Assignment: Look below for lines that hold the string "Giesbertsstraße" and copy each one.

Dataset entries:
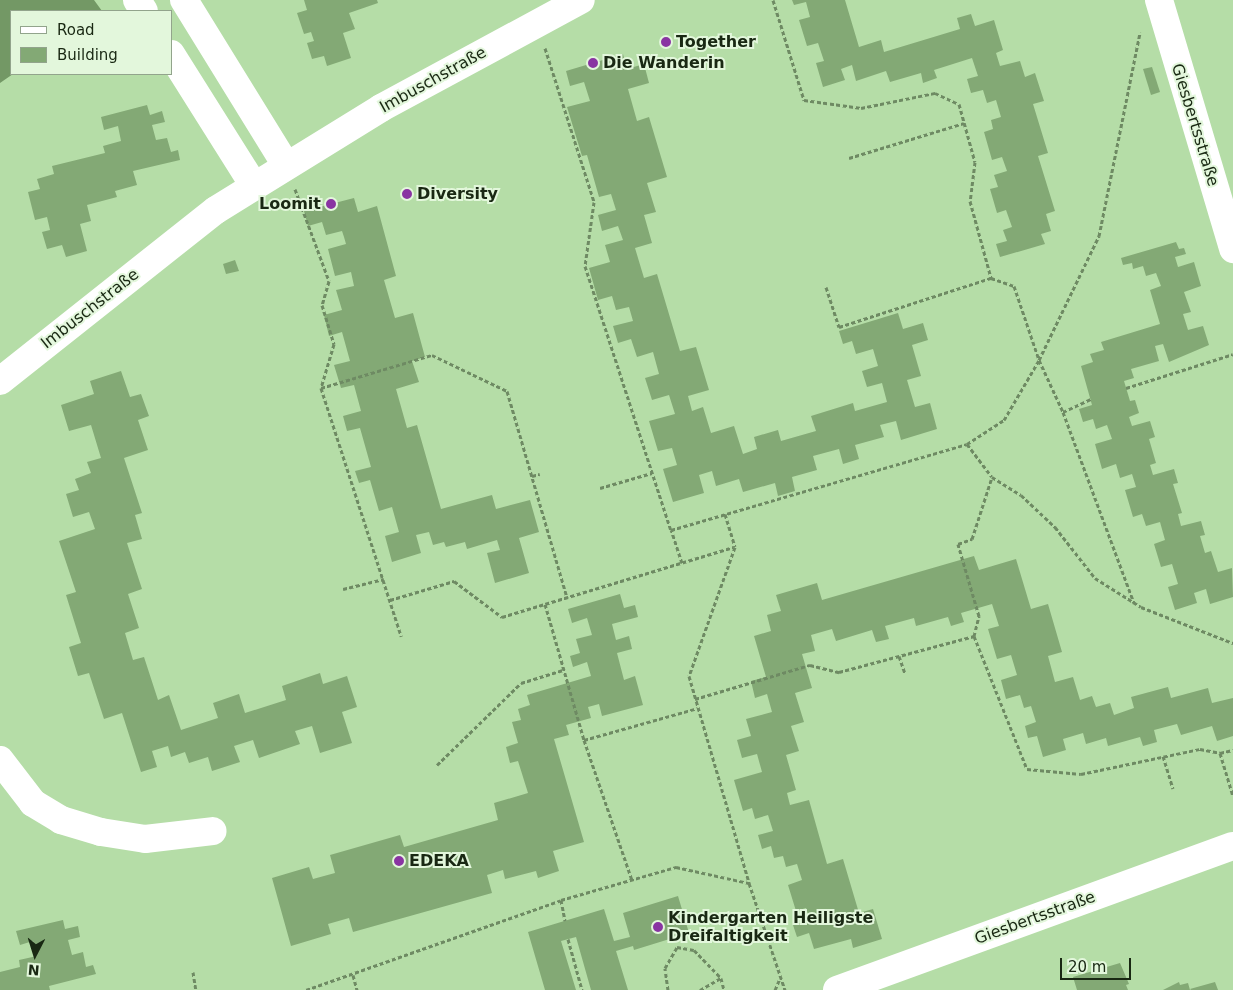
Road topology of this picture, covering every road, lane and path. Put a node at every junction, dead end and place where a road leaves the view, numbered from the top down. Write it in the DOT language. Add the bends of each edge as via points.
graph roads {
  1 [pos="184,0"];
  2 [pos="581,0"];
  3 [pos="773,0"];
  4 [pos="1159,0"];
  5 [pos="537,24"];
  6 [pos="1143,24"];
  7 [pos="172,56"];
  8 [pos="964,123"];
  9 [pos="848,158"];
  10 [pos="286,164"];
  11 [pos="254,186"];
  12 [pos="1233,249"];
  13 [pos="991,278"];
  14 [pos="826,287"];
  15 [pos="1233,354"];
  16 [pos="1039,360"];
  17 [pos="0,381"];
  18 [pos="321,388"];
  19 [pos="1126,388"];
  20 [pos="1091,399"];
  21 [pos="1063,412"];
  22 [pos="967,444"];
  23 [pos="652,473"];
  24 [pos="540,474"];
  25 [pos="532,476"];
  26 [pos="992,477"];
  27 [pos="600,488"];
  28 [pos="725,514"];
  29 [pos="671,530"];
  30 [pos="735,546"];
  31 [pos="682,563"];
  32 [pos="384,579"];
  33 [pos="343,589"];
  34 [pos="566,598"];
  35 [pos="390,600"];
  36 [pos="1134,603"];
  37 [pos="545,604"];
  38 [pos="401,636"];
  39 [pos="974,636"];
  40 [pos="1233,643"];
  41 [pos="900,656"];
  42 [pos="564,670"];
  43 [pos="905,673"];
  44 [pos="696,698"];
  45 [pos="698,708"];
  46 [pos="584,740"];
  47 [pos="1233,750"];
  48 [pos="1220,754"];
  49 [pos="1163,756"];
  50 [pos="0,760"];
  51 [pos="437,765"];
  52 [pos="1173,788"];
  53 [pos="1233,796"];
  54 [pos="213,831"];
  55 [pos="1233,846"];
  56 [pos="632,880"];
  57 [pos="749,883"];
  58 [pos="561,900"];
  59 [pos="565,921"];
  60 [pos="568,939"];
  61 [pos="193,972"];
  62 [pos="353,975"];
  63 [pos="781,977"];
  64 [pos="721,978"];
  65 [pos="196,990"];
  66 [pos="306,990"];
  67 [pos="357,990"];
  68 [pos="582,990"];
  69 [pos="668,990"];
  70 [pos="700,990"];
  71 [pos="724,990"];
  72 [pos="775,990"];
  73 [pos="785,990"];
  74 [pos="837,990"];
  1 -- 10 [label="street"];
  2 -- 5 [label="street, Imbuschstraße"];
  3 -- 8 [label="path" via="804,100 862,108 935,93 959,104"];
  4 -- 12 [label="street, Giesbertsstraße"];
  5 -- 10 [label="street, Imbuschstraße" via="380,108"];
  5 -- 23 [label="path" via="594,202 584,266"];
  6 -- 16 [label="path" via="1099,236"];
  7 -- 11 [label="street"];
  8 -- 9 [label="path"];
  8 -- 13 [label="path" via="975,162 970,201"];
  10 -- 11 [label="street, Imbuschstraße"];
  10 -- 18 [label="path" via="329,281 322,305 334,344"];
  11 -- 17 [label="street, Imbuschstraße" via="216,210"];
  13 -- 14 [label="path" via="839,327"];
  13 -- 16 [label="path" via="1014,286"];
  15 -- 19 [label="path"];
  16 -- 21 [label="path"];
  16 -- 22 [label="path" via="1004,420"];
  18 -- 25 [label="path" via="432,355 507,391"];
  18 -- 32 [label="path"];
  20 -- 21 [label="path"];
  21 -- 36 [label="path"];
  22 -- 26 [label="path"];
  22 -- 28 [label="path"];
  23 -- 27 [label="path"];
  23 -- 29 [label="path"];
  24 -- 25 [label="path"];
  25 -- 34 [label="path"];
  26 -- 36 [label="path" via="1021,495 1056,527 1095,578"];
  26 -- 39 [label="path" via="972,539 958,544 979,616"];
  28 -- 29 [label="path"];
  28 -- 30 [label="path"];
  29 -- 31 [label="path"];
  30 -- 31 [label="path"];
  30 -- 44 [label="path" via="689,676"];
  31 -- 34 [label="path"];
  32 -- 33 [label="path"];
  32 -- 35 [label="path"];
  34 -- 37 [label="path"];
  35 -- 37 [label="path" via="454,582 502,616"];
  35 -- 38 [label="path"];
  36 -- 40 [label="path"];
  37 -- 42 [label="path"];
  39 -- 41 [label="path"];
  39 -- 49 [label="path" via="1027,769 1081,774"];
  41 -- 43 [label="path"];
  41 -- 44 [label="path" via="839,672 810,665"];
  42 -- 46 [label="path"];
  42 -- 51 [label="path" via="521,683"];
  44 -- 45 [label="path"];
  45 -- 46 [label="path"];
  45 -- 57 [label="path"];
  46 -- 56 [label="path"];
  47 -- 48 [label="path"];
  48 -- 49 [label="path" via="1200,749"];
  48 -- 53 [label="path"];
  49 -- 52 [label="path"];
  50 -- 54 [label="street" via="33,803 61,820 101,832 145,839"];
  55 -- 74 [label="street, Giesbertsstraße"];
  56 -- 57 [label="path" via="676,867"];
  56 -- 58 [label="path"];
  57 -- 63 [label="path"];
  58 -- 59 [label="path"];
  58 -- 62 [label="path"];
  60 -- 68 [label="path"];
  61 -- 65 [label="path"];
  62 -- 66 [label="path"];
  62 -- 67 [label="path"];
  63 -- 72 [label="path"];
  63 -- 73 [label="path"];
  64 -- 69 [label="path" via="694,950 676,947 665,968"];
  64 -- 70 [label="path"];
  64 -- 71 [label="path"];
}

Written response:
  4 -- 12 [label="street, Giesbertsstraße"];
  55 -- 74 [label="street, Giesbertsstraße"];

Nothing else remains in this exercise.